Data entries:

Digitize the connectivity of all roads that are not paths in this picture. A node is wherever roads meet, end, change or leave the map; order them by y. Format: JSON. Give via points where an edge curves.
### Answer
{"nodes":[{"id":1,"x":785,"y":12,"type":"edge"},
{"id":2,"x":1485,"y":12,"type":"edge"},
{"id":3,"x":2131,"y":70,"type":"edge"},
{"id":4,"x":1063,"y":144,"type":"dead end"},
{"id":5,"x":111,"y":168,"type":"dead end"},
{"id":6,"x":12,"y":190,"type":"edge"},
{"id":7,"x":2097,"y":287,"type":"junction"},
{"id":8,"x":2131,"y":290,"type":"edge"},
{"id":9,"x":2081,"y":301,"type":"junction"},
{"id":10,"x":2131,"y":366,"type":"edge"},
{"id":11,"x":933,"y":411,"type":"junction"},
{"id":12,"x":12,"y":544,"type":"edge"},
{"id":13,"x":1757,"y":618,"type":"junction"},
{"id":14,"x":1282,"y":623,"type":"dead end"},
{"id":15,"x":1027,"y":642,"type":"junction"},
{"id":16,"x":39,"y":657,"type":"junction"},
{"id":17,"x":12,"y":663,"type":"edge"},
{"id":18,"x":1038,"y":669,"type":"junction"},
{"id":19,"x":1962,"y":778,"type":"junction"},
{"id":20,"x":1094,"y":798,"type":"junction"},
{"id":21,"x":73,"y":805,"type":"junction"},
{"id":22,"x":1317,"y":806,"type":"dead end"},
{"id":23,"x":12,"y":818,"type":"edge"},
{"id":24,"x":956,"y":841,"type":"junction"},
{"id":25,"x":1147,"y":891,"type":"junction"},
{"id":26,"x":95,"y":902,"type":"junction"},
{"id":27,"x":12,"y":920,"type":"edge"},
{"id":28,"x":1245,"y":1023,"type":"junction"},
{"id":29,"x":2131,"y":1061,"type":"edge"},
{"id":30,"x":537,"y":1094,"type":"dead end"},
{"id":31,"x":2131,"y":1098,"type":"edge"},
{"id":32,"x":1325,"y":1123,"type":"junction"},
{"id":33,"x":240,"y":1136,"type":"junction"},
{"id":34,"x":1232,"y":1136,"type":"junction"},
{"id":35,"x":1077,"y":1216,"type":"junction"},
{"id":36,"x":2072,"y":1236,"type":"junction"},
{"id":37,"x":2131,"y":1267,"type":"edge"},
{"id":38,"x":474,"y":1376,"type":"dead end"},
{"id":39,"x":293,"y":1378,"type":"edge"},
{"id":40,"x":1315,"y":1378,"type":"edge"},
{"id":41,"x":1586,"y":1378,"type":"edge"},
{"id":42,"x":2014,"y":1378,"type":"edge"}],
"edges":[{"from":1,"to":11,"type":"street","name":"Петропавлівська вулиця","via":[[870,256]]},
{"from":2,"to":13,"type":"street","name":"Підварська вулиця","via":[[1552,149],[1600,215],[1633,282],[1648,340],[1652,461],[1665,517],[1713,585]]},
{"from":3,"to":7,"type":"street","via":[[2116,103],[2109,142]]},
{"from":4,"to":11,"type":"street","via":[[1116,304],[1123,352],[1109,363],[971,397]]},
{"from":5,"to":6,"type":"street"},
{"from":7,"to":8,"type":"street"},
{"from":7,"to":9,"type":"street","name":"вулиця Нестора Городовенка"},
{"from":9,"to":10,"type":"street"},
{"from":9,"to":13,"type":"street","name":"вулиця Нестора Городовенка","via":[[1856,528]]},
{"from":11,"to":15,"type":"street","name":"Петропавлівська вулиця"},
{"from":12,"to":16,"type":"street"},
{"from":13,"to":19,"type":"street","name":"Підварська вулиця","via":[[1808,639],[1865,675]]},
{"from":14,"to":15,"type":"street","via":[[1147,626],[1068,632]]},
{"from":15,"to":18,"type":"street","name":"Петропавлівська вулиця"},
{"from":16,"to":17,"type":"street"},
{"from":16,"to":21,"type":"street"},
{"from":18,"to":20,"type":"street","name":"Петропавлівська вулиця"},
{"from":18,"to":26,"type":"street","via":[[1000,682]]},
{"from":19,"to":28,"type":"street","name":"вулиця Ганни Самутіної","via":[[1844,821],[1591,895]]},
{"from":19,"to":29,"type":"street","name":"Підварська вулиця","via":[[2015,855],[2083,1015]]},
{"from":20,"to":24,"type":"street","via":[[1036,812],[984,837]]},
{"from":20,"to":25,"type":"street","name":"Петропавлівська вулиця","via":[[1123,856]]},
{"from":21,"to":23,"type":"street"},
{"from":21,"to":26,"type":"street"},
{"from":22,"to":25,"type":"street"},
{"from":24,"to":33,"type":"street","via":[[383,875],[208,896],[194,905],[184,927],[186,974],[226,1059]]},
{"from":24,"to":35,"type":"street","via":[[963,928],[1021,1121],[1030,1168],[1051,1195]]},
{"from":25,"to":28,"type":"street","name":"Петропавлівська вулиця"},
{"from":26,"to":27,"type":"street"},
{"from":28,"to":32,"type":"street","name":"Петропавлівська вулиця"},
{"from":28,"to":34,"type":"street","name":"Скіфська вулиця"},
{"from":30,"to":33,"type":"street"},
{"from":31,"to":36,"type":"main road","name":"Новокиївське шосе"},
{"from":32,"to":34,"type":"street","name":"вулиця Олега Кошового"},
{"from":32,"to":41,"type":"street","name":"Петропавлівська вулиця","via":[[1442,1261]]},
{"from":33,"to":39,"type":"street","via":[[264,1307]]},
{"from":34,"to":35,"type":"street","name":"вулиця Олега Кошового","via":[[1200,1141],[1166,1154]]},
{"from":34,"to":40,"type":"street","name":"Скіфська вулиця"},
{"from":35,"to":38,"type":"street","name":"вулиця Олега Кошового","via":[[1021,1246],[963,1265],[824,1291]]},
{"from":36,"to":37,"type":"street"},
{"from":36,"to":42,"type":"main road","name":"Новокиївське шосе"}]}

Exercise brief
Each line above that contains the string "Кошового" should be copied.

Answer section
{"from":32,"to":34,"type":"street","name":"вулиця Олега Кошового"},
{"from":34,"to":35,"type":"street","name":"вулиця Олега Кошового","via":[[1200,1141],[1166,1154]]},
{"from":35,"to":38,"type":"street","name":"вулиця Олега Кошового","via":[[1021,1246],[963,1265],[824,1291]]},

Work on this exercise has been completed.